■ **Exercise objective**: Tell how many lines in the data below contain "grid", using one number as the whole reply.

*** Opening Material to process ***

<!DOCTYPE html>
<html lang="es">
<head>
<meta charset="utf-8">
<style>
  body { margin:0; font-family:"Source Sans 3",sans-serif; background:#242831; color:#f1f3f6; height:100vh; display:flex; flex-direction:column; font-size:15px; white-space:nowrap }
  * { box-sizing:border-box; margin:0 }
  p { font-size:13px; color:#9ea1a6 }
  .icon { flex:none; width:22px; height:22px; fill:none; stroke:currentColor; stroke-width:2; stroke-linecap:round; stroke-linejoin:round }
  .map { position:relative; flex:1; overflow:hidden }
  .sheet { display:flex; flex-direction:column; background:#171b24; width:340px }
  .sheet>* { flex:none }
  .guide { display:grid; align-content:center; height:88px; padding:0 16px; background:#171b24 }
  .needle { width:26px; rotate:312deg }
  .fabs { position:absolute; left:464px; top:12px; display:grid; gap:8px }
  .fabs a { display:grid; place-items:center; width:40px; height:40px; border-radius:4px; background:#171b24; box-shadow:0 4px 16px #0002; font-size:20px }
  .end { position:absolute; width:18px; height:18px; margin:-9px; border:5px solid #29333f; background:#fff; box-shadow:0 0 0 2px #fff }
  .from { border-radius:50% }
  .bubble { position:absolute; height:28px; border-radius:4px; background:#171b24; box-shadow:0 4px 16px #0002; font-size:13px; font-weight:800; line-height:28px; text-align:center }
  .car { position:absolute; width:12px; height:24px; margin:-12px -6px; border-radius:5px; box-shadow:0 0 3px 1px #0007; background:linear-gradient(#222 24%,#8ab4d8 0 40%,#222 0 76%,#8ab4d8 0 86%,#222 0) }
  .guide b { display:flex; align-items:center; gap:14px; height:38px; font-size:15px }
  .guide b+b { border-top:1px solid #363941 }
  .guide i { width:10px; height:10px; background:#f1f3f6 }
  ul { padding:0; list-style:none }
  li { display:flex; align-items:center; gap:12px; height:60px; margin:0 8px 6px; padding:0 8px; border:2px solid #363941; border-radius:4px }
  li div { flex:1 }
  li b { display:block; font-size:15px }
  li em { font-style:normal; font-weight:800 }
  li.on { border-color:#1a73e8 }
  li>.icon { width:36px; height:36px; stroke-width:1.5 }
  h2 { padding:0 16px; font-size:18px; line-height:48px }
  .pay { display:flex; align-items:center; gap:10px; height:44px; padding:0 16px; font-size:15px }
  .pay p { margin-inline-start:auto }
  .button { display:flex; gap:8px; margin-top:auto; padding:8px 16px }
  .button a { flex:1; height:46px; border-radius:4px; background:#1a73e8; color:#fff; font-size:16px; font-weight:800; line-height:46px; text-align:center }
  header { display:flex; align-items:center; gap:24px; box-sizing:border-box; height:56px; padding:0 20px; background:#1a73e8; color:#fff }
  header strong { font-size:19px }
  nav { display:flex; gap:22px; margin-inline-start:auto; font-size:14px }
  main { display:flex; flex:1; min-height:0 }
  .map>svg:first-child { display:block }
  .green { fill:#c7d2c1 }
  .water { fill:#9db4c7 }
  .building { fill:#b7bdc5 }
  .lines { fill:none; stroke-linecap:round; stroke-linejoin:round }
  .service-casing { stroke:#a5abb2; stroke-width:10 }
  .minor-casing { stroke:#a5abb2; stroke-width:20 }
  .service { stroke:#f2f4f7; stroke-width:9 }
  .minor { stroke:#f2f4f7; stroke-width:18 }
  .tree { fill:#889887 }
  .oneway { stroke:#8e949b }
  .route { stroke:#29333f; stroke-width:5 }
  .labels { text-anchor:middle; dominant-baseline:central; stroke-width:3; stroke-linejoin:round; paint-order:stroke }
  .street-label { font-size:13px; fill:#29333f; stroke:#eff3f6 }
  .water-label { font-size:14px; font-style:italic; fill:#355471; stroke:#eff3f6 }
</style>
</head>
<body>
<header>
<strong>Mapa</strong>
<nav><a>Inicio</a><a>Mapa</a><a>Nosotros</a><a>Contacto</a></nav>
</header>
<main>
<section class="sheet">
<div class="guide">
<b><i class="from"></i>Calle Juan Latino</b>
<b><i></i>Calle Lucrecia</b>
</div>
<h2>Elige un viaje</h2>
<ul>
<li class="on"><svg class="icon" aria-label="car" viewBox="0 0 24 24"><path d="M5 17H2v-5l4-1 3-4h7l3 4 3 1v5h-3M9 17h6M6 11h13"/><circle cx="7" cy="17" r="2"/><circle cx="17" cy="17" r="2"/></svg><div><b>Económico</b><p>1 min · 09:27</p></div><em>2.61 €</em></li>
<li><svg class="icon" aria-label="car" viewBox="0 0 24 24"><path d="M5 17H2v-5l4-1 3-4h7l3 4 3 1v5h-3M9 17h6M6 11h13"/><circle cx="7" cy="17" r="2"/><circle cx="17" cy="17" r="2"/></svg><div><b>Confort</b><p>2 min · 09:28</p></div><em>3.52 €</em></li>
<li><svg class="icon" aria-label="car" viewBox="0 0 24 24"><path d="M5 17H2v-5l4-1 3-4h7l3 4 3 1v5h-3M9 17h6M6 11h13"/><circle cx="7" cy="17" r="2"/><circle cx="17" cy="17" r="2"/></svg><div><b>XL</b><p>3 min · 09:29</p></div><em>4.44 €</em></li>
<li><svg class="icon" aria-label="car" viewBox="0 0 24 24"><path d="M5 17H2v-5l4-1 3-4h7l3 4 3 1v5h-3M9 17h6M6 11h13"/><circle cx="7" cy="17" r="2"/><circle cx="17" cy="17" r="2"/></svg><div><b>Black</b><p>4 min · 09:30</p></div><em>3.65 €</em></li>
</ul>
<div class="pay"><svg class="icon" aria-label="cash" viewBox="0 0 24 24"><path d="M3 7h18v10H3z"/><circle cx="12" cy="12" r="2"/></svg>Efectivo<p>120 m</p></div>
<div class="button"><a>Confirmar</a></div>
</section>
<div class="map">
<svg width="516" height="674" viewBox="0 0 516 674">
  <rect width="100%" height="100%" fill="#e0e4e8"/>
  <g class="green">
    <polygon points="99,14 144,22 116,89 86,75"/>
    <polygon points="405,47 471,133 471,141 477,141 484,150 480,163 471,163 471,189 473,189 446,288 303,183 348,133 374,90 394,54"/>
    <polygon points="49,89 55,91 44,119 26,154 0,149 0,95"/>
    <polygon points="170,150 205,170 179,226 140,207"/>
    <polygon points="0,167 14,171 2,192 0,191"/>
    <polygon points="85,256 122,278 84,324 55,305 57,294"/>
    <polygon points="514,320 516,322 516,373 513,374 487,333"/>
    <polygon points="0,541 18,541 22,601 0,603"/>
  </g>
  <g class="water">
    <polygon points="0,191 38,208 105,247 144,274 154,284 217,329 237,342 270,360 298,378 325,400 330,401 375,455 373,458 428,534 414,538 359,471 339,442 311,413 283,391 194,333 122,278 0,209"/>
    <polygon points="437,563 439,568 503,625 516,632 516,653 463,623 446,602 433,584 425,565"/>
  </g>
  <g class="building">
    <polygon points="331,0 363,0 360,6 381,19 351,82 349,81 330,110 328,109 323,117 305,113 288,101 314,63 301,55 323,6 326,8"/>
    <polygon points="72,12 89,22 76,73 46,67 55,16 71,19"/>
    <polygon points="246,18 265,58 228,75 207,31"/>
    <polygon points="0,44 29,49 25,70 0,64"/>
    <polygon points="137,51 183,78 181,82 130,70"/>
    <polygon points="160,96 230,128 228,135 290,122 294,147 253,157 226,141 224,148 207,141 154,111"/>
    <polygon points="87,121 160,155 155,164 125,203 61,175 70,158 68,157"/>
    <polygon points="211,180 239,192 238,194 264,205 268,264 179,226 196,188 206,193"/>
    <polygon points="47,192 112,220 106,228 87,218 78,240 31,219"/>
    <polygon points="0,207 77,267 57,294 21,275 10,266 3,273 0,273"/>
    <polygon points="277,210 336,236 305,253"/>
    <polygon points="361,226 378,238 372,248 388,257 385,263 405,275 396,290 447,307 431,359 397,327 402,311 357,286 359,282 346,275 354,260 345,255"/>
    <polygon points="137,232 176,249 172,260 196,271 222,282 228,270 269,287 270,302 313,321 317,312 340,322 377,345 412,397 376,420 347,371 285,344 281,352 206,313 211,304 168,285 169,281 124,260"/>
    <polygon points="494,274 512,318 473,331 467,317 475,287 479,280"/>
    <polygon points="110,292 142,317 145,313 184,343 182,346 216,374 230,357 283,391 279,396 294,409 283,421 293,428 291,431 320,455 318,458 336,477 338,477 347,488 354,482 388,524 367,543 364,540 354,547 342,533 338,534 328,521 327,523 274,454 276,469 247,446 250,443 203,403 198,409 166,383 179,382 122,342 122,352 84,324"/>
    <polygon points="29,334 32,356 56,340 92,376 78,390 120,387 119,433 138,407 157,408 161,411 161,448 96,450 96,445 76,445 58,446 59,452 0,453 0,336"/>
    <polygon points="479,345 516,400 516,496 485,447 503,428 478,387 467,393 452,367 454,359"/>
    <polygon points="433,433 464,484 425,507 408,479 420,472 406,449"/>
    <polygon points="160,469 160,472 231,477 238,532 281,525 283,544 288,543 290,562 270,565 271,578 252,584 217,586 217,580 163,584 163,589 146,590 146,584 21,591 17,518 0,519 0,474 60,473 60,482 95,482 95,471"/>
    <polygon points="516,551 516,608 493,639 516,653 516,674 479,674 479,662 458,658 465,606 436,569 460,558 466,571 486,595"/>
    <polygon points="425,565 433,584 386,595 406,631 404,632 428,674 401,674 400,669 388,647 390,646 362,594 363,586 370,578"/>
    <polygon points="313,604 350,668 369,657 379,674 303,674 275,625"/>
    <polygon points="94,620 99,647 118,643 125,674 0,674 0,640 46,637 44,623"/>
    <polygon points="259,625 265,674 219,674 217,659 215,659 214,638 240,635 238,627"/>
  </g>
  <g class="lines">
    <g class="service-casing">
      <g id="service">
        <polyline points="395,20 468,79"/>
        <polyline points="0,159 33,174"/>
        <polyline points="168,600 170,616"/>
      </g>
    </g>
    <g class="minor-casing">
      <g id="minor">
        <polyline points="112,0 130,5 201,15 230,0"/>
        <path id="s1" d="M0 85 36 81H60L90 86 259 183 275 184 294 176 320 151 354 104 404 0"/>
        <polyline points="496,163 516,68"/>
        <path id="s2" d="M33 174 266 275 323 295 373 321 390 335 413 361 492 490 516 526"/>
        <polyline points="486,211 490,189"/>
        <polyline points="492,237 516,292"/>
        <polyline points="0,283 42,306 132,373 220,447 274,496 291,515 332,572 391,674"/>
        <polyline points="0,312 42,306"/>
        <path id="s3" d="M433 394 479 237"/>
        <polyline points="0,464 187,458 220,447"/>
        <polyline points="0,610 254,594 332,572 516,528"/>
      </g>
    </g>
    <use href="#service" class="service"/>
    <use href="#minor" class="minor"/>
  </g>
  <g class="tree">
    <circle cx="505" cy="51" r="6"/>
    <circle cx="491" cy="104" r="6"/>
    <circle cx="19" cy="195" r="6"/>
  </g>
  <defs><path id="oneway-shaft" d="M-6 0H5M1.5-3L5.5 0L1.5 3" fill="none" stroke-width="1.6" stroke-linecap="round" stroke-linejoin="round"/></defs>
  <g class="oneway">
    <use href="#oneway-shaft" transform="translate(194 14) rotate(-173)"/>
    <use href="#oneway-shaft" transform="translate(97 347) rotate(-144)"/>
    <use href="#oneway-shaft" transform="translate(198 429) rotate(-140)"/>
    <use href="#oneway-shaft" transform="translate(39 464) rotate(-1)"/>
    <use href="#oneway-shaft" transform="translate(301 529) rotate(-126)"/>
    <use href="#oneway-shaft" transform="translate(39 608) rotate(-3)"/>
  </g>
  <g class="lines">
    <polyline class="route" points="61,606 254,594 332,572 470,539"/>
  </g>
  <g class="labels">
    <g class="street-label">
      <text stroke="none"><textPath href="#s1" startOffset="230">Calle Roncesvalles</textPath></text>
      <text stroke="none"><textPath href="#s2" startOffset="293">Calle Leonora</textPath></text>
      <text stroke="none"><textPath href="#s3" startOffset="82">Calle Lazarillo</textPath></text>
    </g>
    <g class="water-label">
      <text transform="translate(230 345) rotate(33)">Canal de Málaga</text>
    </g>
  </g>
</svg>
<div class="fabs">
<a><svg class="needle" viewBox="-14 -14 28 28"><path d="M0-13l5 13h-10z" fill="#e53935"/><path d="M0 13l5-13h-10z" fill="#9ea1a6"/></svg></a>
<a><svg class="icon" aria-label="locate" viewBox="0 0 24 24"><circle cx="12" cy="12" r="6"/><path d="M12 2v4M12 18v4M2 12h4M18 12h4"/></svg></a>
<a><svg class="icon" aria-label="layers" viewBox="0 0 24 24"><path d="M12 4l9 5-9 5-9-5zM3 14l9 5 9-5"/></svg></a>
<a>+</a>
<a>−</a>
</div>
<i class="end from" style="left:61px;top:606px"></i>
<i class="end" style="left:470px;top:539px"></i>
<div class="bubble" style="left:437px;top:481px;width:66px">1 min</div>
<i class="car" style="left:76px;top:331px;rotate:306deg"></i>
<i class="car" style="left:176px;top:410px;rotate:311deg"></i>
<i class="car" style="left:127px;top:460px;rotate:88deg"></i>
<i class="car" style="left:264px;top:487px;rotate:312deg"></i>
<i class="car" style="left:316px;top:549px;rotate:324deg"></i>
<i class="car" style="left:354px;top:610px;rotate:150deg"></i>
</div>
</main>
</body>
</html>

*** Closing Material to process ***

■ **Reply to the task**: 3